---------- THE DATA
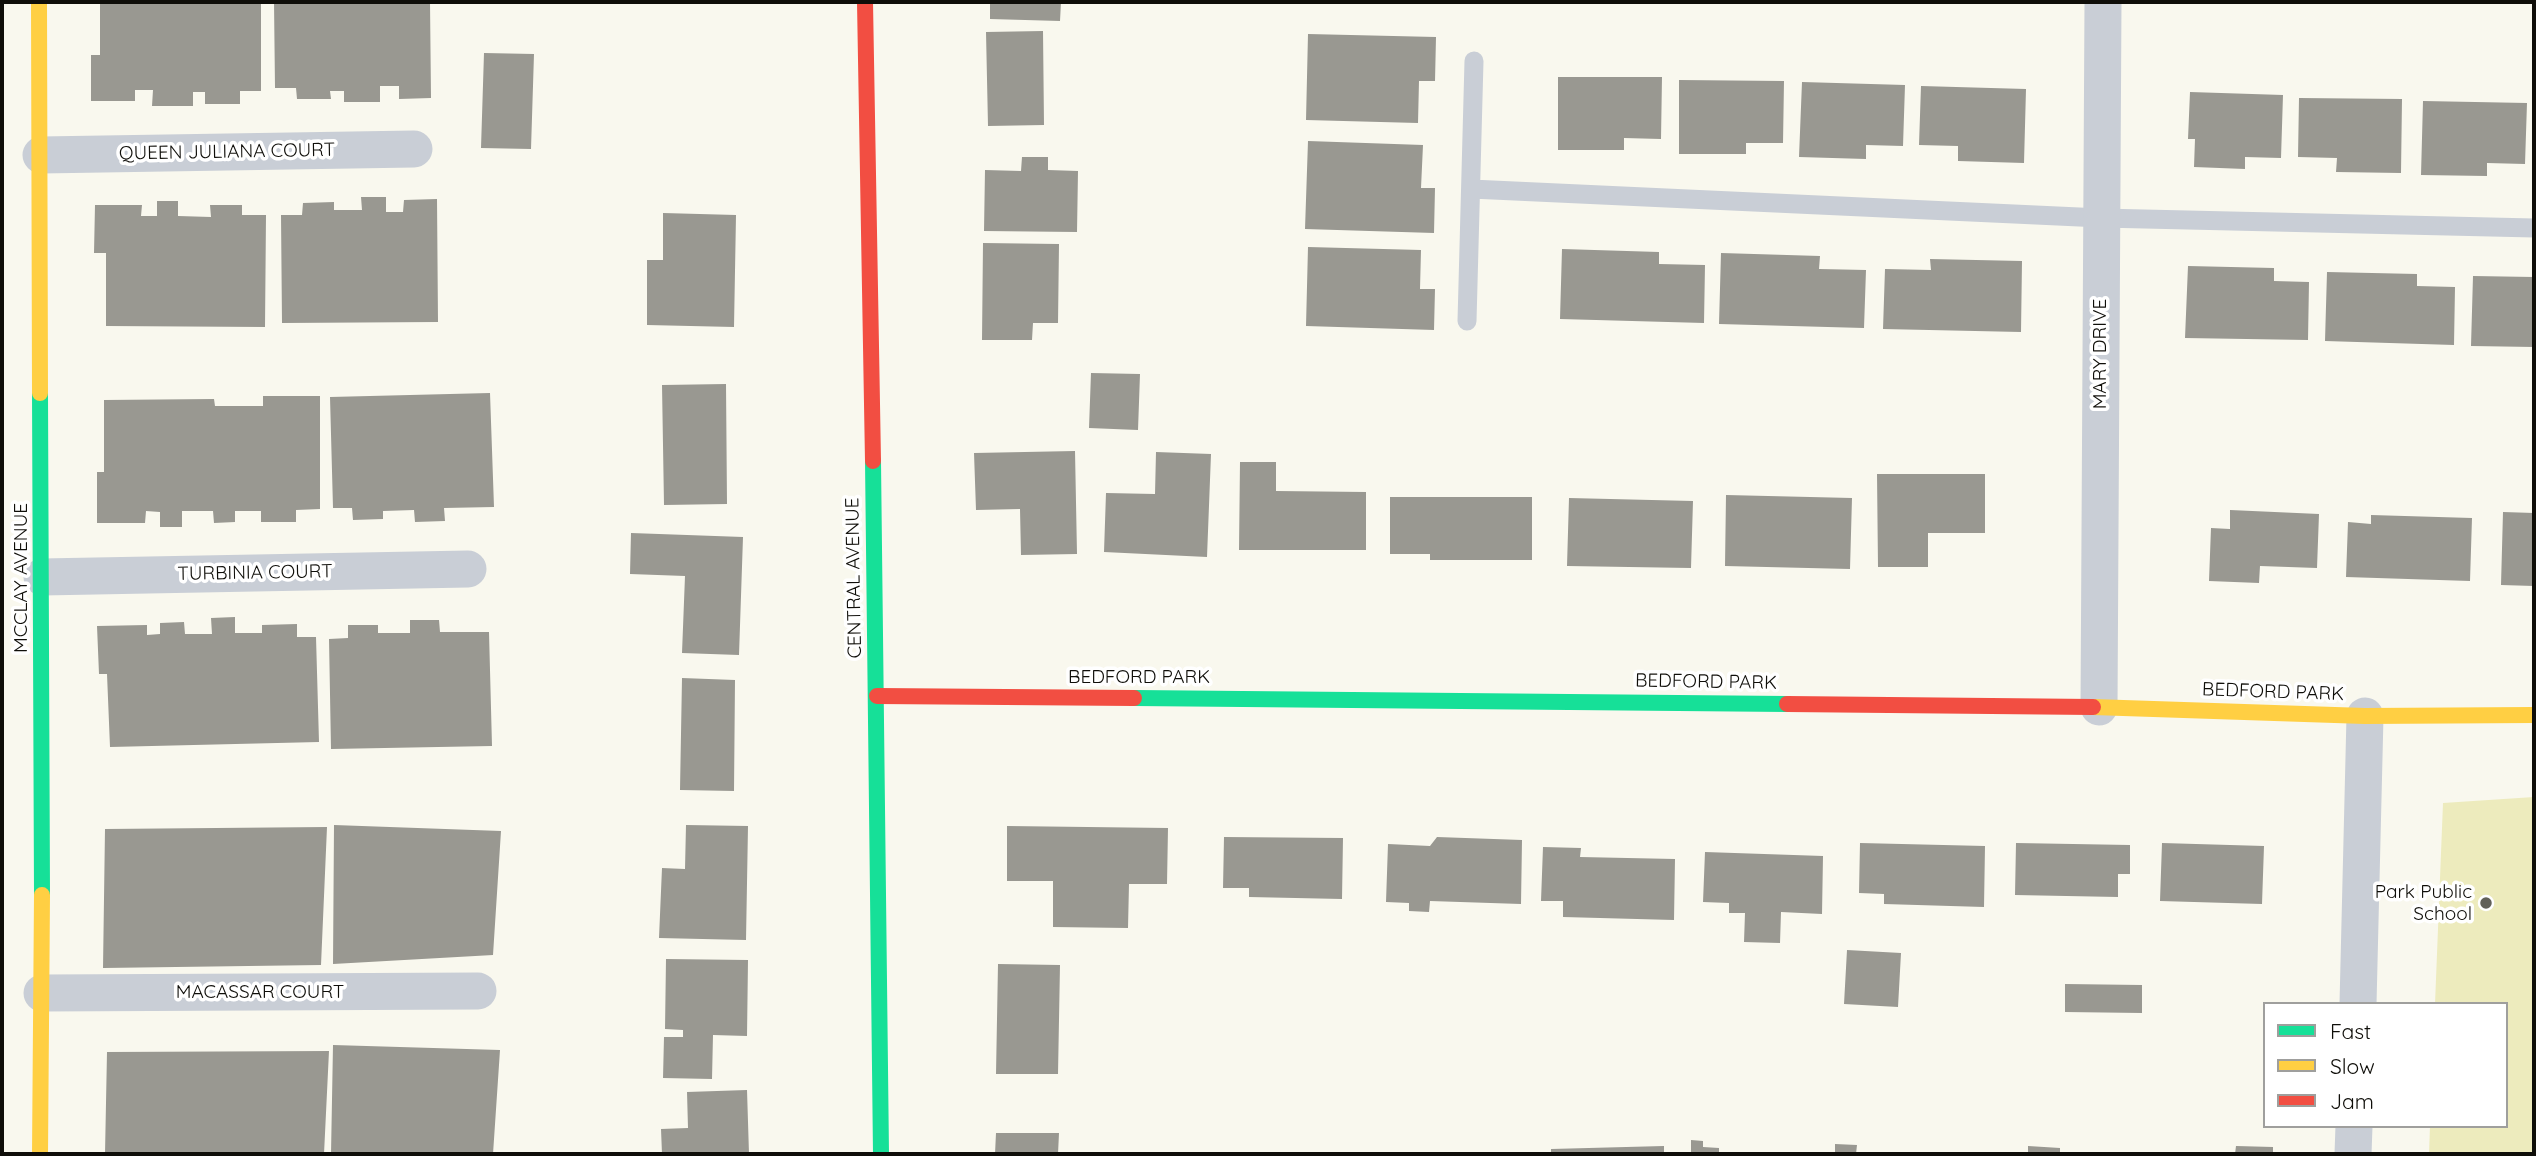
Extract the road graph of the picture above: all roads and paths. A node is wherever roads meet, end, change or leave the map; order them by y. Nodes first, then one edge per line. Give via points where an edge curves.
1 (39, 2) edge
2 (865, 2) edge
3 (2104, 2) edge
4 (1474, 61) dead end
5 (414, 149) dead end
6 (41, 155) junction
7 (1471, 189) junction
8 (2101, 218) junction
9 (2534, 228) edge
10 (1467, 321) dead end
11 (468, 569) dead end
12 (42, 577) junction
13 (877, 695) junction
14 (2099, 707) junction
15 (2534, 715) edge
16 (2365, 716) junction
17 (478, 991) dead end
18 (42, 993) junction
19 (2358, 1002) edge
20 (2354, 1128) edge
21 (40, 1154) edge
22 (881, 1154) edge
23 (2353, 1154) edge

1 - 6 street, MCCLAY AVENUE
2 - 13 street, CENTRAL AVENUE
3 - 8 street, MARY DRIVE
4 - 7 lane
5 - 6 street, QUEEN JULIANA COURT
6 - 12 street, MCCLAY AVENUE
7 - 8 lane
7 - 10 lane
8 - 9 lane
8 - 14 street, MARY DRIVE
11 - 12 street, TURBINIA COURT
12 - 18 street, MCCLAY AVENUE
13 - 14 street, BEDFORD PARK
13 - 22 street, CENTRAL AVENUE
14 - 16 street, BEDFORD PARK
15 - 16 street, BEDFORD PARK
16 - 19 street
17 - 18 street, MACASSAR COURT
18 - 21 street, MCCLAY AVENUE
20 - 23 street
--------------------
• _PROBLEM STATEMENT_
Reproduce every line above as written, skipping pictures.

• _REPLY_
Extract the road graph of the picture above: all roads and paths. A node is wherever roads meet, end, change or leave the map; order them by y. Nodes first, then one edge per line. Give via points where an edge curves.
1 (39, 2) edge
2 (865, 2) edge
3 (2104, 2) edge
4 (1474, 61) dead end
5 (414, 149) dead end
6 (41, 155) junction
7 (1471, 189) junction
8 (2101, 218) junction
9 (2534, 228) edge
10 (1467, 321) dead end
11 (468, 569) dead end
12 (42, 577) junction
13 (877, 695) junction
14 (2099, 707) junction
15 (2534, 715) edge
16 (2365, 716) junction
17 (478, 991) dead end
18 (42, 993) junction
19 (2358, 1002) edge
20 (2354, 1128) edge
21 (40, 1154) edge
22 (881, 1154) edge
23 (2353, 1154) edge

1 - 6 street, MCCLAY AVENUE
2 - 13 street, CENTRAL AVENUE
3 - 8 street, MARY DRIVE
4 - 7 lane
5 - 6 street, QUEEN JULIANA COURT
6 - 12 street, MCCLAY AVENUE
7 - 8 lane
7 - 10 lane
8 - 9 lane
8 - 14 street, MARY DRIVE
11 - 12 street, TURBINIA COURT
12 - 18 street, MCCLAY AVENUE
13 - 14 street, BEDFORD PARK
13 - 22 street, CENTRAL AVENUE
14 - 16 street, BEDFORD PARK
15 - 16 street, BEDFORD PARK
16 - 19 street
17 - 18 street, MACASSAR COURT
18 - 21 street, MCCLAY AVENUE
20 - 23 street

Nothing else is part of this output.